Supplied information Start Marker

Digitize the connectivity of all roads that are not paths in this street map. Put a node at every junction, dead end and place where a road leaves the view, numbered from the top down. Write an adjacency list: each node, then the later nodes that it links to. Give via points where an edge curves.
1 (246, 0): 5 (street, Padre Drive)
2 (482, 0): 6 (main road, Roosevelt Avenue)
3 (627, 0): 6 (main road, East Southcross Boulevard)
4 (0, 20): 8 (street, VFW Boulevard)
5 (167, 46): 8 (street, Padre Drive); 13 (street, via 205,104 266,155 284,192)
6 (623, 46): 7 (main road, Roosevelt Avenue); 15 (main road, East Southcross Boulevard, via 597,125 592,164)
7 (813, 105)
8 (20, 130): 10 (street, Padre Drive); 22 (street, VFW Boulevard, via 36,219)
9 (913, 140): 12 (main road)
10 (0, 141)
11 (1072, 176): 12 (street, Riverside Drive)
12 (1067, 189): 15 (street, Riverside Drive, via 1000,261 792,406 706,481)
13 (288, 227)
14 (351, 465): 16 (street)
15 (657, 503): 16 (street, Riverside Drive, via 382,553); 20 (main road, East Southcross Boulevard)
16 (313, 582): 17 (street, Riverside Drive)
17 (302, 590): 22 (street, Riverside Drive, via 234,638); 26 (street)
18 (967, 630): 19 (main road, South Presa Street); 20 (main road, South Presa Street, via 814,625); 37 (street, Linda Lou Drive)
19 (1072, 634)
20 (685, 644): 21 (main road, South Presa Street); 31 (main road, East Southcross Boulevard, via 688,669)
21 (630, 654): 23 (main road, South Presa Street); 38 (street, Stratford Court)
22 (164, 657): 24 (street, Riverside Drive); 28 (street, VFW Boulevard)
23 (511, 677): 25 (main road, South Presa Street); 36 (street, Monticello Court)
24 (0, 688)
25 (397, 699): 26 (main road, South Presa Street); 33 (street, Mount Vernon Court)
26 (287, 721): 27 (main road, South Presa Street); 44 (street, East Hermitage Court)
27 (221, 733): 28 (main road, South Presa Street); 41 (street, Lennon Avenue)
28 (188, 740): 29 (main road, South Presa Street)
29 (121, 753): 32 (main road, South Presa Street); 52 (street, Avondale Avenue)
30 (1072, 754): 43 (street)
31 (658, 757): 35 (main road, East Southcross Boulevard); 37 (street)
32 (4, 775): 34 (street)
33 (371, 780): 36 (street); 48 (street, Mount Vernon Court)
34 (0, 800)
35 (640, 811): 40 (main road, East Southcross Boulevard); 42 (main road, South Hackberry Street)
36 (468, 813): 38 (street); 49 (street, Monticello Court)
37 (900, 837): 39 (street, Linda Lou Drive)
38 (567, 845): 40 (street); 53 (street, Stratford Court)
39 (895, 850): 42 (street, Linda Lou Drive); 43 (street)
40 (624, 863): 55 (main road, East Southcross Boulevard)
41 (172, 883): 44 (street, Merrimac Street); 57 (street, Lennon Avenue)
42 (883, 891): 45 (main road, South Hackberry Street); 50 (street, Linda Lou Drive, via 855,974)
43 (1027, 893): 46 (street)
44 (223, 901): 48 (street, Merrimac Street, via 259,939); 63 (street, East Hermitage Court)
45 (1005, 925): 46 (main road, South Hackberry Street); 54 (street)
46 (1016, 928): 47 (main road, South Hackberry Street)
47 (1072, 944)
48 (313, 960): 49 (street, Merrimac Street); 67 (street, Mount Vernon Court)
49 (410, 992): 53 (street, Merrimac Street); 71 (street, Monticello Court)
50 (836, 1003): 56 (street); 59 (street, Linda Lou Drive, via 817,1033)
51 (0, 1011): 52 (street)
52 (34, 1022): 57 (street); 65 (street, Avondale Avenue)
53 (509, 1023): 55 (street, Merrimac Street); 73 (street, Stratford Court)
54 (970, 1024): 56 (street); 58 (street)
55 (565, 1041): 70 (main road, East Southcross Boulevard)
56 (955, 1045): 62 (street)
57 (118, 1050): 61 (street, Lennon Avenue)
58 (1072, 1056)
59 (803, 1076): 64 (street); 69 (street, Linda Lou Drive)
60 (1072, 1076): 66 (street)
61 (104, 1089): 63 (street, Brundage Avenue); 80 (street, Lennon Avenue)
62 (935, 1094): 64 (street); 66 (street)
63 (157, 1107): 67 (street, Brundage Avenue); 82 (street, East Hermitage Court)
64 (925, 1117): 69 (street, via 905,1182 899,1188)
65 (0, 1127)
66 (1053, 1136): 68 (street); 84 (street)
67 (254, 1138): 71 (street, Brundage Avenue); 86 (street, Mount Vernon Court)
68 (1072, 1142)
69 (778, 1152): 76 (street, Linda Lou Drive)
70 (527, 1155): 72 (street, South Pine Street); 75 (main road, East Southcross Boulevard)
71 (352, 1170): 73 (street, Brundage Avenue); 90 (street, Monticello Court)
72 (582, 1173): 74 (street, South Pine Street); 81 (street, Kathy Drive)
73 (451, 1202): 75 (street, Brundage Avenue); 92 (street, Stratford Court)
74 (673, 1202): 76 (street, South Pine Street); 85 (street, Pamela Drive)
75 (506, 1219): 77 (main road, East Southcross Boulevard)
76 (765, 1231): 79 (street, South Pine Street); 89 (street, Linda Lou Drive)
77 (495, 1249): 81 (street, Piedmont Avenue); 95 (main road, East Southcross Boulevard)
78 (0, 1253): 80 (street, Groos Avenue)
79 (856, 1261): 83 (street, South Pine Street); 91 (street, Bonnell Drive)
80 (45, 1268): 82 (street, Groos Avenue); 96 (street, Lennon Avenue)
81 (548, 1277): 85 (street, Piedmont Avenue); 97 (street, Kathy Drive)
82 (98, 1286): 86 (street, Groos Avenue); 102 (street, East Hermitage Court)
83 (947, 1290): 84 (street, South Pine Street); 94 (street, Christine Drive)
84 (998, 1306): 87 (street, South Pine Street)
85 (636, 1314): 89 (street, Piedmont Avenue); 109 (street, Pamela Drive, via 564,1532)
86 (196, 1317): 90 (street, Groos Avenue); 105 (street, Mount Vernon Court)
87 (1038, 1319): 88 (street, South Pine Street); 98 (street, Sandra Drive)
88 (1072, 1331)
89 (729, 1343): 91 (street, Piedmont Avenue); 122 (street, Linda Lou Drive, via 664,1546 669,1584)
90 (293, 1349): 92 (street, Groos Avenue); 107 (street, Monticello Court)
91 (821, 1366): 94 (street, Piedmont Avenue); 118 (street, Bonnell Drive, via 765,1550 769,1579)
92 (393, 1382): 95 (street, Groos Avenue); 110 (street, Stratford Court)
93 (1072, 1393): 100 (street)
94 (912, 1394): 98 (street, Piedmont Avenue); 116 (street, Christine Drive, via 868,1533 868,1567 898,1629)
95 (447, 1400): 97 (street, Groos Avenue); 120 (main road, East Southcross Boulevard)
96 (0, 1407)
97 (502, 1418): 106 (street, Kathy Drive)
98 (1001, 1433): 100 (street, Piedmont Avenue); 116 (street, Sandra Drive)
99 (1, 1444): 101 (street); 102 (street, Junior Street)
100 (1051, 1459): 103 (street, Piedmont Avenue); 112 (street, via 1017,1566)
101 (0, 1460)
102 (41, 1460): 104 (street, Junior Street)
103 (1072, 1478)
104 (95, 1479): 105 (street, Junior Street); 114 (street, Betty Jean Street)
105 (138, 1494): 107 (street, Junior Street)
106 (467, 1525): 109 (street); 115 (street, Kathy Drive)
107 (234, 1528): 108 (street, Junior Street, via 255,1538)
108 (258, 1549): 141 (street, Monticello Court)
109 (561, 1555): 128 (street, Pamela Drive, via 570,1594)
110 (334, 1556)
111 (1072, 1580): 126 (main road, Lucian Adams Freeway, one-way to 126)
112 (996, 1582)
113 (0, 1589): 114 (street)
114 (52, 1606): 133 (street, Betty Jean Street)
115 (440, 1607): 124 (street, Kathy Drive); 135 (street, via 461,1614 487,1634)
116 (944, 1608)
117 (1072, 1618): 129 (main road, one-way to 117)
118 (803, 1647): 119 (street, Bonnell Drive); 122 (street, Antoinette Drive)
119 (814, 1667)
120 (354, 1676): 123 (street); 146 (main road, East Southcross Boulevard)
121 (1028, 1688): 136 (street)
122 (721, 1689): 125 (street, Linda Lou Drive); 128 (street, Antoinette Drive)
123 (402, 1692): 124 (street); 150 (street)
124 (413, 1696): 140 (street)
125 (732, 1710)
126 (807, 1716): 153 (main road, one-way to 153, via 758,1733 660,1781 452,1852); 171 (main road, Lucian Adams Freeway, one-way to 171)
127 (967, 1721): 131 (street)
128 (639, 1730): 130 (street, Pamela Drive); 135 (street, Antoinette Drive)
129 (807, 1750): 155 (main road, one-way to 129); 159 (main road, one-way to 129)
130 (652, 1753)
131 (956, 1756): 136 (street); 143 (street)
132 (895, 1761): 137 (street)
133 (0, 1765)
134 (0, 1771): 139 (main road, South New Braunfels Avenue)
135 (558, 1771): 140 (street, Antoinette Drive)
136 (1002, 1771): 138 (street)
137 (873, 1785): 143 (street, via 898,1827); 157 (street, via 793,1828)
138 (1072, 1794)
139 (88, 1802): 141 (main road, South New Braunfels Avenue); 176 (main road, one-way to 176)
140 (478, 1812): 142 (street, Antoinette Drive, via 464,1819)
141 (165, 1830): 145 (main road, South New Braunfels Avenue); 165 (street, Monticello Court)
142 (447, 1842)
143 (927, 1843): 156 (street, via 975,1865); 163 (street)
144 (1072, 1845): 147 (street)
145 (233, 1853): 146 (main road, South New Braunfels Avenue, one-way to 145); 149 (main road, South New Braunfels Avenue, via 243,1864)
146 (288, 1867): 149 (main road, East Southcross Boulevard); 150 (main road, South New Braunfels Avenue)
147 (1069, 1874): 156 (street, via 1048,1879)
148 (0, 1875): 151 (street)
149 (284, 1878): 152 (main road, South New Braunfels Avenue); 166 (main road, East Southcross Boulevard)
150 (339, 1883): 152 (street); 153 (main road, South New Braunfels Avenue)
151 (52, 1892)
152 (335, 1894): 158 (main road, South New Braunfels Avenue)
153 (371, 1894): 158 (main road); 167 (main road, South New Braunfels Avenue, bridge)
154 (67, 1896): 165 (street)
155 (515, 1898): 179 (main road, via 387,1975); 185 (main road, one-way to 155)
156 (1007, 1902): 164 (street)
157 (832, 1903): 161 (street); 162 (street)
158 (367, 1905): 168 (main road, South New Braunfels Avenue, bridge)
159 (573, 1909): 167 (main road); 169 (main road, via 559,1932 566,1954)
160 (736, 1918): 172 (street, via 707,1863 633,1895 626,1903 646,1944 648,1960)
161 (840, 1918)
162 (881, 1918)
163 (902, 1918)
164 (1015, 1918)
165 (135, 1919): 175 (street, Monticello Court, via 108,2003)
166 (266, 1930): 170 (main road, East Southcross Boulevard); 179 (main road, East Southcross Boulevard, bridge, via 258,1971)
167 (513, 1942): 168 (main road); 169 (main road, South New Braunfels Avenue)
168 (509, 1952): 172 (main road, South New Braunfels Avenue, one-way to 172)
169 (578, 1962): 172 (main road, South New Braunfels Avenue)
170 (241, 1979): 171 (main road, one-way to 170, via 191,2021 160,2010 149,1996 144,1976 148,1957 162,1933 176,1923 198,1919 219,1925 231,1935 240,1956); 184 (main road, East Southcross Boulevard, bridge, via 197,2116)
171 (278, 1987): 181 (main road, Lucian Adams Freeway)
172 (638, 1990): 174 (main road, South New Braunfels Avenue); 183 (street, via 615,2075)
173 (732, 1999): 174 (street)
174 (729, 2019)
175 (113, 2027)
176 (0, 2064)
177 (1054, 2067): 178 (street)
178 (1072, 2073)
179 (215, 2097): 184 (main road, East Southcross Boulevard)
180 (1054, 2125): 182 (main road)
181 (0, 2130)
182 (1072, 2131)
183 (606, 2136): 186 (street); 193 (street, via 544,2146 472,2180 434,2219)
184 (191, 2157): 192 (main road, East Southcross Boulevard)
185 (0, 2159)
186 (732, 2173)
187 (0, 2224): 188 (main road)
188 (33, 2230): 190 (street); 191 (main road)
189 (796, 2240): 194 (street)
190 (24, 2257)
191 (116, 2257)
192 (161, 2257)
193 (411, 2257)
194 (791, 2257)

Supplied information End Marker

* _Try it_
Lines holding "Brundage" are the ones to copy; find all of them in the listing.

* _Result of the exercise_
61 (104, 1089): 63 (street, Brundage Avenue); 80 (street, Lennon Avenue)
63 (157, 1107): 67 (street, Brundage Avenue); 82 (street, East Hermitage Court)
67 (254, 1138): 71 (street, Brundage Avenue); 86 (street, Mount Vernon Court)
71 (352, 1170): 73 (street, Brundage Avenue); 90 (street, Monticello Court)
73 (451, 1202): 75 (street, Brundage Avenue); 92 (street, Stratford Court)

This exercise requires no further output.